Theresa Amatofounded the Illinois-based Citizen Advocacy Center (CAC) in late 1993, opened the CAC publicly in 1994, and served as its first executive director for eight years. Theresa has spent nearly three decades as a litigator, advisor, counsel, of counsel, in-house counsel, general counsel, or executive director in various nonprofit, for profit and political entities. She is currently counsel at Shearman & Sterling, a global law firm. Amato grew up in the CAC’s service area, graduated at the top of her class from Lake Park High School, and with honors from Harvard University in 1986 with a degree in both Government and Economics, and from the New York University School of Law in 1989, where she was a Root-Tilden Scholar, served as the Senior Notes and Comment Editor of the NYU Law Review, and was the recipient of the Orison S. Marden Award for first place oralist in NYU’s moot court competition and the Vanderbilt Medal for “extraordinary contributions to the School of Law.”
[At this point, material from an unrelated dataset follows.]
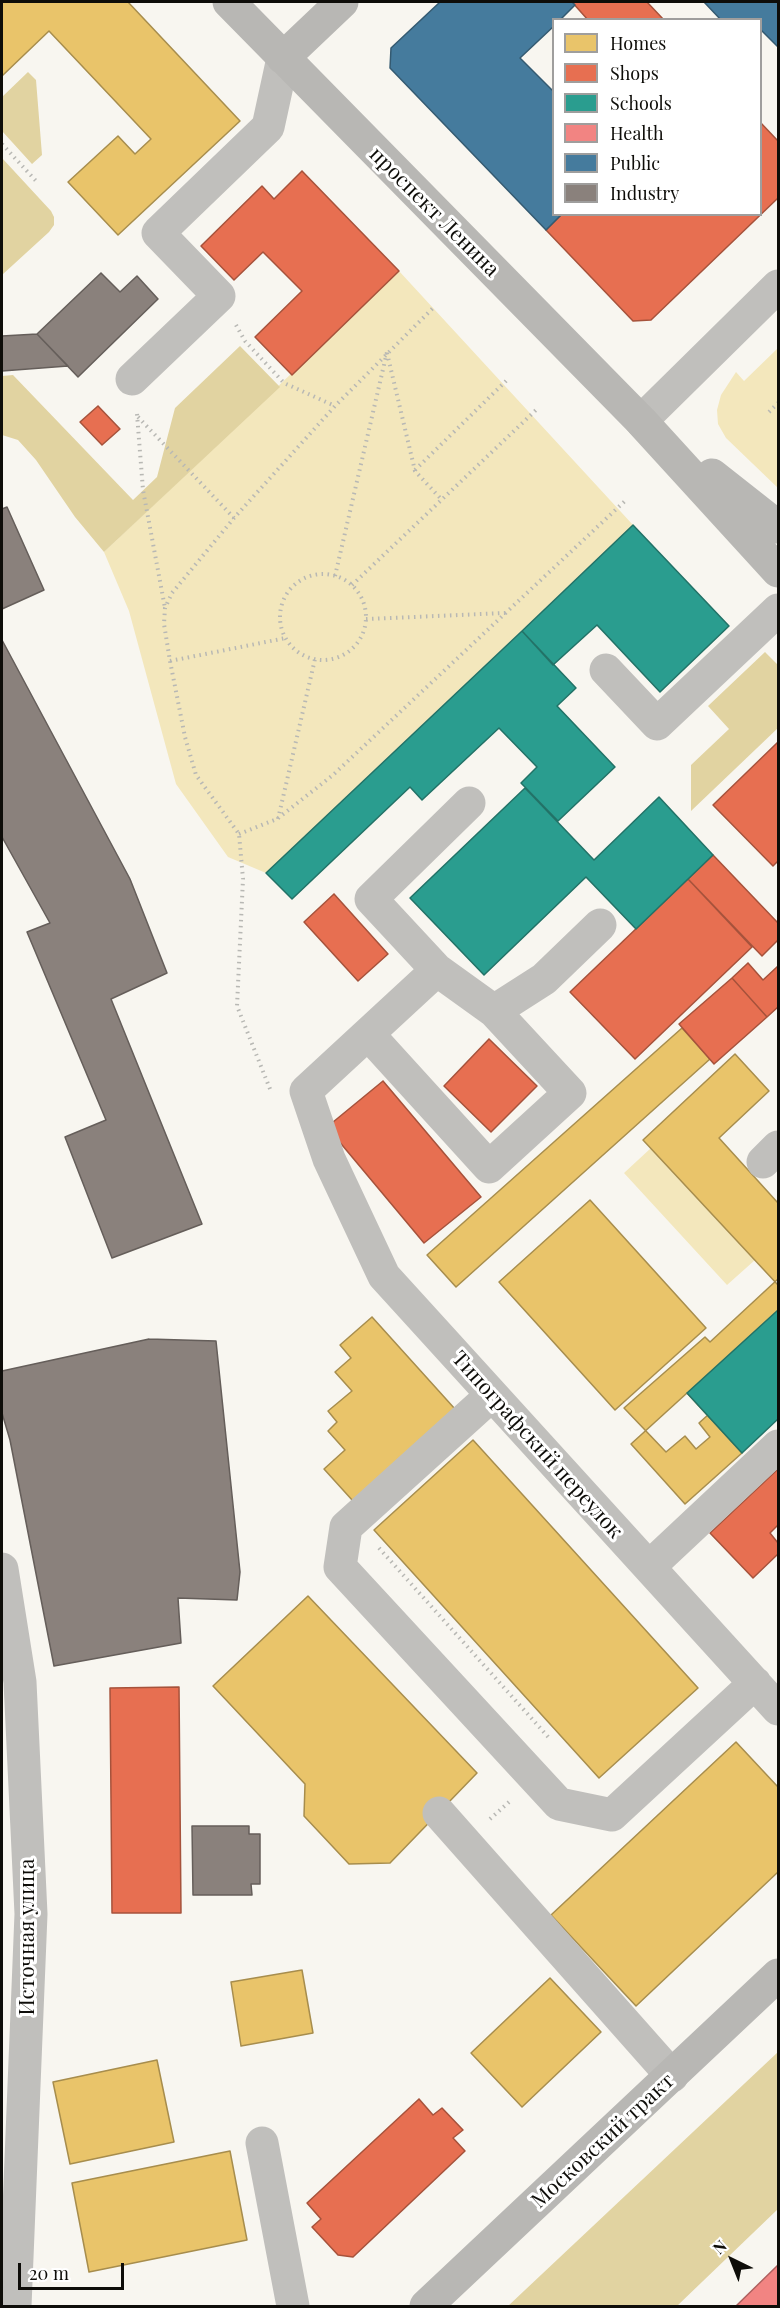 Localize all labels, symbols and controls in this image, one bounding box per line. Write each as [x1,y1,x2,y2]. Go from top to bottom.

After a federal judicial clerkship with the Honorable Robert W. Sweet in the Southern District of New York, Amato first litigated at Public Citizen Litigation Group from 1991-1993, where she was the director of the Freedom of Information Clearinghouse in Washington D.C. From 2001-2003, Amato ran Citizen Works, a national nonprofit organization, and returned to it from 2009-2015 to co-found the Fair Contracts project to educate about and reform fine print consumer contracts.
From 2013-2015, She served as the Distinguished Scholar in Residence and an adjunct professor at Loyola University Chicago School of Law and on its Board of Regents, and currently serves on the Advisory Boards of the Loyola University Chicago School of Law’s Institute for Consumer Antitrust Studies, and on its Consumer Law Review. She also taught a course on Mobilizing for Justice in the Justice Studies Department for four years as an adjunct instructor at NEIU. In the 90’s, Amato was a member of the League of Women Voters in Elmhurst, and later became the co-president of the Oak Park-River Forest League of Women Voters from 2009 – 2011, then the largest local League in the state. Amato is a former executive director of the Oak Park-River Forest Community Foundation, and serves on the boards of other nonprofits.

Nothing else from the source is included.